Task: A single number is the required answer: the count of lines in the listing below that hold the string "Köprüsü".
BEGIN
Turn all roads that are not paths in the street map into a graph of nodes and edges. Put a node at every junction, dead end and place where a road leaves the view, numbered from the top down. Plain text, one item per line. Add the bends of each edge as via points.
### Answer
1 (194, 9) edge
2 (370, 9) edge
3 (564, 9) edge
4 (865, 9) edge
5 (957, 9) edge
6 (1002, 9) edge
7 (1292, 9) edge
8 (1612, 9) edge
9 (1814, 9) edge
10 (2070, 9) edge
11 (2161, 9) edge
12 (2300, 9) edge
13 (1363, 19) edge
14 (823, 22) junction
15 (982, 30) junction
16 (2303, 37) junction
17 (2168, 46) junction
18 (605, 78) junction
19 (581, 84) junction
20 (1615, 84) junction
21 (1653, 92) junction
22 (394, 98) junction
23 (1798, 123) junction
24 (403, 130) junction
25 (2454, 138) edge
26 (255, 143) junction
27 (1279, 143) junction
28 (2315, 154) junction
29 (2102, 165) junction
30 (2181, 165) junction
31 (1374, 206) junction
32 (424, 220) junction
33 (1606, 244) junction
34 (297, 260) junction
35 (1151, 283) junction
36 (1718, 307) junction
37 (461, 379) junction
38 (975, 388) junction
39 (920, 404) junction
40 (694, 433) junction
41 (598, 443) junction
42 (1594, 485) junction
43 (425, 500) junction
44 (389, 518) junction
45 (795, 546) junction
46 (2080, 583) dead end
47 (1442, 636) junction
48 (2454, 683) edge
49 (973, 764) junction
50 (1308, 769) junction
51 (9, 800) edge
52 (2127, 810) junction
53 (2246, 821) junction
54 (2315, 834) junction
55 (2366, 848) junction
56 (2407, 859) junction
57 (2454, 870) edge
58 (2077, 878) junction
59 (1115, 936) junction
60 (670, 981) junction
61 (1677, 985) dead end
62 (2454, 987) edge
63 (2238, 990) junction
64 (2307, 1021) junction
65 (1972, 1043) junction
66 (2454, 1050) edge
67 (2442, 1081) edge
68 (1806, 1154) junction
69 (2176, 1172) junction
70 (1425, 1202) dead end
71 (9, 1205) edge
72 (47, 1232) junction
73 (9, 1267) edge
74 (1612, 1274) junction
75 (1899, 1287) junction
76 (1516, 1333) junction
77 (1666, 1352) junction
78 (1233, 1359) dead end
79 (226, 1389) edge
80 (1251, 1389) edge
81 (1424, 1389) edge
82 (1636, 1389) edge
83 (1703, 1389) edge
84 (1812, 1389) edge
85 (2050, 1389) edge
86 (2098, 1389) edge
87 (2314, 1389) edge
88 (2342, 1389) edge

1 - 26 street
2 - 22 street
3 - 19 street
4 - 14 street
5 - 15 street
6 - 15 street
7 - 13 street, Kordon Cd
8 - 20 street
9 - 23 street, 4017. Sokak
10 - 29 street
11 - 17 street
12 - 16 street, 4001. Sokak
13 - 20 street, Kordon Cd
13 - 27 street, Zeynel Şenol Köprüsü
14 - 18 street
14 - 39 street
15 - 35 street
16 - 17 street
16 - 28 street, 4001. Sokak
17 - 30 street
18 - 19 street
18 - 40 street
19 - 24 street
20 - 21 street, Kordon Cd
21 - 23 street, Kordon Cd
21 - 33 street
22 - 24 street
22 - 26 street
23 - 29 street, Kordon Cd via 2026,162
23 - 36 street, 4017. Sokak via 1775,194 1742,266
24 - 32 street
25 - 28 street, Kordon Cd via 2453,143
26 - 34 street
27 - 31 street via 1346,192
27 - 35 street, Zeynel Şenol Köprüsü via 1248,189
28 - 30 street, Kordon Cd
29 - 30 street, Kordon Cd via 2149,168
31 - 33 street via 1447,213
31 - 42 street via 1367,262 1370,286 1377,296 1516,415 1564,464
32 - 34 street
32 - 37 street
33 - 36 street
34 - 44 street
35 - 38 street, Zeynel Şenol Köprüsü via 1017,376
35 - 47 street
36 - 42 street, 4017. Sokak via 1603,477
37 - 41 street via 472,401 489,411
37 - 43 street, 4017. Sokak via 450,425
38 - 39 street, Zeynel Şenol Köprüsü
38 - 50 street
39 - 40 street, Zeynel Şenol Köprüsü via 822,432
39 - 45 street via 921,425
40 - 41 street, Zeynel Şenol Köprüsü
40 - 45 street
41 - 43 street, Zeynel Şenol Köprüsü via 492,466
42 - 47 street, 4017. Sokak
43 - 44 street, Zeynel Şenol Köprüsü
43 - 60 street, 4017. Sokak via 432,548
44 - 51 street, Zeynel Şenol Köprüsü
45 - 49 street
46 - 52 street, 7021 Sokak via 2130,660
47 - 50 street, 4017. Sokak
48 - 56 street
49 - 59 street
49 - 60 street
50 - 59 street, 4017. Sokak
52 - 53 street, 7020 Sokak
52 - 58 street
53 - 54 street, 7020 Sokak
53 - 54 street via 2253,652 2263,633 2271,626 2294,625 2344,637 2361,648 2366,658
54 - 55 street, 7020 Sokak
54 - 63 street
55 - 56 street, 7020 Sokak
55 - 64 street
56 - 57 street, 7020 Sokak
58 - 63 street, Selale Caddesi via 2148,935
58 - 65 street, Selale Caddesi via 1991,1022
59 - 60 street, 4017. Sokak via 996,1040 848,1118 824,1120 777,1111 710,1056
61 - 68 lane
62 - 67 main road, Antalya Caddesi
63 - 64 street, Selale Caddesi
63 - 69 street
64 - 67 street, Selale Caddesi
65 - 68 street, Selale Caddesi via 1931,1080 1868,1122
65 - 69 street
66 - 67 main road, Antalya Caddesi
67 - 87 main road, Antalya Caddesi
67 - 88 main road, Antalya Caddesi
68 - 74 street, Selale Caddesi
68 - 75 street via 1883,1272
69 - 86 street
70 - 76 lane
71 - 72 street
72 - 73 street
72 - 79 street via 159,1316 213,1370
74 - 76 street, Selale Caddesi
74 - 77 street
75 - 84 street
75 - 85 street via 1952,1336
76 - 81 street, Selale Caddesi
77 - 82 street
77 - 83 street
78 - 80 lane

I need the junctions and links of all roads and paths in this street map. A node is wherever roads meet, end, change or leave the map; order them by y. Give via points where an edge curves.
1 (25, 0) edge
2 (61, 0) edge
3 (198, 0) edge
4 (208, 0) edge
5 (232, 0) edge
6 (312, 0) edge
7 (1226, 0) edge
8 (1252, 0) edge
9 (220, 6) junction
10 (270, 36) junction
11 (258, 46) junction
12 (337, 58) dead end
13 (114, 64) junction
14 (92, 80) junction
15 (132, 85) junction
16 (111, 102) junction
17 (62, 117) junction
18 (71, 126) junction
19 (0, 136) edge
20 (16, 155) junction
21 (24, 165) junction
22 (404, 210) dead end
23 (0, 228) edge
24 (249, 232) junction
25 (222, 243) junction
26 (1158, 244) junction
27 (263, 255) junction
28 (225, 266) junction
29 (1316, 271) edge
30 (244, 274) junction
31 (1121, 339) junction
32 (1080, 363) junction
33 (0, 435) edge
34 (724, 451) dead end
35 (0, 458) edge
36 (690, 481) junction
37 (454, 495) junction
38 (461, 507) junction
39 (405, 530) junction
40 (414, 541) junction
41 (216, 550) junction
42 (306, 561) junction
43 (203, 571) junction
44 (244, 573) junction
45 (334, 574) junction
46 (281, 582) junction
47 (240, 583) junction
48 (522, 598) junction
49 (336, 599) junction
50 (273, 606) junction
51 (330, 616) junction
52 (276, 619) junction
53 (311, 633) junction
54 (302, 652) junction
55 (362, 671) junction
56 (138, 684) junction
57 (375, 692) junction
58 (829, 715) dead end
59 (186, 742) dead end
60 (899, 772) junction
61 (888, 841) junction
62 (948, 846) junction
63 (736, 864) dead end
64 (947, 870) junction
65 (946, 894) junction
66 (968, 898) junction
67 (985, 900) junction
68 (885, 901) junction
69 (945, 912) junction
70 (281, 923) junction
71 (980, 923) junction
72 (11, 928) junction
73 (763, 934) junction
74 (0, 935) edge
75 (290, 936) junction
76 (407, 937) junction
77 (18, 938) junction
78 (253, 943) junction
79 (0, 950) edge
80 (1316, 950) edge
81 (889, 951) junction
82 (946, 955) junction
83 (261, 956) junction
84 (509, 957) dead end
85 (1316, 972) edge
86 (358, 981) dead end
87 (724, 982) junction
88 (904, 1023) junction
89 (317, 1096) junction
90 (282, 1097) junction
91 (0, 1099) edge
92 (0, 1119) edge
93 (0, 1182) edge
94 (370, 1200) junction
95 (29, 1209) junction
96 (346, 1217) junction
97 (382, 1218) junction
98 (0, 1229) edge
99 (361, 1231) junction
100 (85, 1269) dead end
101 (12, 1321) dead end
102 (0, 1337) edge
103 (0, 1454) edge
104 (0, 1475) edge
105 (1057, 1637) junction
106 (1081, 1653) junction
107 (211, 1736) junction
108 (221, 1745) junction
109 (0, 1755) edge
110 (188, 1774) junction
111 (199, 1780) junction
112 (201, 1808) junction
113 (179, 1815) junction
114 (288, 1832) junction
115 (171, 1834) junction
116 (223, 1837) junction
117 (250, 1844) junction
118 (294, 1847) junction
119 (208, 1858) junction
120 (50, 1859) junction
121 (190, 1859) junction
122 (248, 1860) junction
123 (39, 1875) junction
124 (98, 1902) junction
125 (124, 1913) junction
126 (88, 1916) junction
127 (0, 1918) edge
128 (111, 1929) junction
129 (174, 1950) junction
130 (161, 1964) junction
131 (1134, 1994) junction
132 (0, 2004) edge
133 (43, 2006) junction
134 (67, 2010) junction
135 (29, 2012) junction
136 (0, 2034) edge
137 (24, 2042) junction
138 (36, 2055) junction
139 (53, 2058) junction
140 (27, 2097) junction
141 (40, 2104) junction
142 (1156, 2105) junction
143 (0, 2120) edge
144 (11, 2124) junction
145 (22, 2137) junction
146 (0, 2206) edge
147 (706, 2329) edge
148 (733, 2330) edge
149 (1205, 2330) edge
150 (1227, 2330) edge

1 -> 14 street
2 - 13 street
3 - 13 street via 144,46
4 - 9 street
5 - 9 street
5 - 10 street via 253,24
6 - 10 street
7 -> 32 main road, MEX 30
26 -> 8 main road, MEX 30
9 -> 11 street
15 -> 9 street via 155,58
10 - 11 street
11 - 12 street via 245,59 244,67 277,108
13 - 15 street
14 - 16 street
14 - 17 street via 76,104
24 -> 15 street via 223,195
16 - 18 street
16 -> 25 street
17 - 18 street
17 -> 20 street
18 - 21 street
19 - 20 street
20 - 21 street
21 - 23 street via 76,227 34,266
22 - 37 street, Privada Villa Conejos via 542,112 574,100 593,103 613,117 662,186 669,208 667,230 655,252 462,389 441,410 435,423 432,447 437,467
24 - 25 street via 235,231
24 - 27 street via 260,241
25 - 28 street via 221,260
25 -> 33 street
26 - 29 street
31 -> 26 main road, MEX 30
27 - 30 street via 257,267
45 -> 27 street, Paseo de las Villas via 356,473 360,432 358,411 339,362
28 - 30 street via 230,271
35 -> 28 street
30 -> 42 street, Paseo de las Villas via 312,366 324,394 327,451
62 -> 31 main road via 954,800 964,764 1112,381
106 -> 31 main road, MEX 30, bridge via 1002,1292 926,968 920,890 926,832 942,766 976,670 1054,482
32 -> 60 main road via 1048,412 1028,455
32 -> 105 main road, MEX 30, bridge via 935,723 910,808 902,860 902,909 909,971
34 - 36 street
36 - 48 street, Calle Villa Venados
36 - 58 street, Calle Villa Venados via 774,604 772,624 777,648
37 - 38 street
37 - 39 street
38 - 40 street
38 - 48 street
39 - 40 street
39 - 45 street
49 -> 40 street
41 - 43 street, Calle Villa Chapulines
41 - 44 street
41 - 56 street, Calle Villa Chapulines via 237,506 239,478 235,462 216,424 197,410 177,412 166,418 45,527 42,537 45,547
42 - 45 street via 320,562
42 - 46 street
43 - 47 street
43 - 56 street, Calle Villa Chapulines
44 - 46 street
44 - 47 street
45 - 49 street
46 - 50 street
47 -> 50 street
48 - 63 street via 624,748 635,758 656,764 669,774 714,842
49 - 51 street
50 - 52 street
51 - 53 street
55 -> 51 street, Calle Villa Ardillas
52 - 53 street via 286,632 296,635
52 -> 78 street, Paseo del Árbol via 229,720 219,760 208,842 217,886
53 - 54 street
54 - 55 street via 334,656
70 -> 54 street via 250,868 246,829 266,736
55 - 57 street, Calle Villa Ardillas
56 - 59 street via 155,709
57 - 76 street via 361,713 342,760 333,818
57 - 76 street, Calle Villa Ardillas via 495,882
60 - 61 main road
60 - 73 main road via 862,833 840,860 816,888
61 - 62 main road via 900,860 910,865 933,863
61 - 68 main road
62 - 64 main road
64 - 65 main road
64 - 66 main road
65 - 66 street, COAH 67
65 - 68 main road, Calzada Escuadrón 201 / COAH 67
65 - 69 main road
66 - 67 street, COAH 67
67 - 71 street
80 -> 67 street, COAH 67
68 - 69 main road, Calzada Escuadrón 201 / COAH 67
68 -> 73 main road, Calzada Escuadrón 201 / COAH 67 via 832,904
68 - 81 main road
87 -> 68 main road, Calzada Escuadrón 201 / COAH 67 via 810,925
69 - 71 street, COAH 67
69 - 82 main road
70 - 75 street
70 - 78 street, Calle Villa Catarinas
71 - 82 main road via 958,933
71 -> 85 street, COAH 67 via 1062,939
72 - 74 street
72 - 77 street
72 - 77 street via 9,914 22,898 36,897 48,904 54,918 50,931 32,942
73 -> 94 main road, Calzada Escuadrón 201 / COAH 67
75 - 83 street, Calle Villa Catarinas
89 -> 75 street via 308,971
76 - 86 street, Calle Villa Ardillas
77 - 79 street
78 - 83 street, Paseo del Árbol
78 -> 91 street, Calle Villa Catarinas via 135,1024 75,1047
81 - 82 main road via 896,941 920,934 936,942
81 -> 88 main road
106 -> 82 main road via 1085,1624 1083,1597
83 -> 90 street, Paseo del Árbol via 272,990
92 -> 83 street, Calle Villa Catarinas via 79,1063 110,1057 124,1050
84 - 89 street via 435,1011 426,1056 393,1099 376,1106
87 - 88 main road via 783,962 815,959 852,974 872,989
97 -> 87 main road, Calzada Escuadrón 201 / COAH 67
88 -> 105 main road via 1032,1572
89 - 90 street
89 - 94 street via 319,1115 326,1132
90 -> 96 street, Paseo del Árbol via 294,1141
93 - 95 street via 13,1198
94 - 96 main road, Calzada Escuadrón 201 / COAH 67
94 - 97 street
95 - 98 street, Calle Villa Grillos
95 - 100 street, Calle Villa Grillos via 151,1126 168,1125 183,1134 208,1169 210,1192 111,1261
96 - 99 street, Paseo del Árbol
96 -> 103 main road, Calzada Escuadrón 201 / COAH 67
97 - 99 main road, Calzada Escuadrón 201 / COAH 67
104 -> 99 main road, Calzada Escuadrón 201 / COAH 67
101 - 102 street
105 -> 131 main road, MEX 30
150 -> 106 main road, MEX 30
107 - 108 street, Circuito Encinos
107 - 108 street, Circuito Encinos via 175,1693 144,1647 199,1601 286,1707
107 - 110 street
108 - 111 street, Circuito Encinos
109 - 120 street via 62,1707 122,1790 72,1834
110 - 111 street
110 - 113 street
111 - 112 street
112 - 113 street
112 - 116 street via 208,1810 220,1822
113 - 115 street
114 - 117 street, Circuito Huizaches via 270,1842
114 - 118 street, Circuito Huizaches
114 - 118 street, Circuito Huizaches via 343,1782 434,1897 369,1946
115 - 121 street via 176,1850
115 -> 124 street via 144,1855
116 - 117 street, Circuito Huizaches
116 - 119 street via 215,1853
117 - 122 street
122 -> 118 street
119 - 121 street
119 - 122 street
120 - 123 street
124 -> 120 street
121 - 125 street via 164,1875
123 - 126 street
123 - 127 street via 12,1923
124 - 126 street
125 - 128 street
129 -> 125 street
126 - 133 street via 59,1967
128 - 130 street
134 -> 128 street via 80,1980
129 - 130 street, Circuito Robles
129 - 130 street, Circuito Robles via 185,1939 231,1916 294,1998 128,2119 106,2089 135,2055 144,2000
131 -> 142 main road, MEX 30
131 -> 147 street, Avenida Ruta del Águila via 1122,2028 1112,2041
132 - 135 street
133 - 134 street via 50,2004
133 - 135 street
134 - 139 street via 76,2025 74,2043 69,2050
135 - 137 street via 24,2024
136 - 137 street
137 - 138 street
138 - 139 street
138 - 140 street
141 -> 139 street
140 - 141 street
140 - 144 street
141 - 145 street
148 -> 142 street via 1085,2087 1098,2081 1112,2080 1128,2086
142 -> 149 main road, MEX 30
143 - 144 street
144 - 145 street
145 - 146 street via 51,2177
END
Finished exercise: 9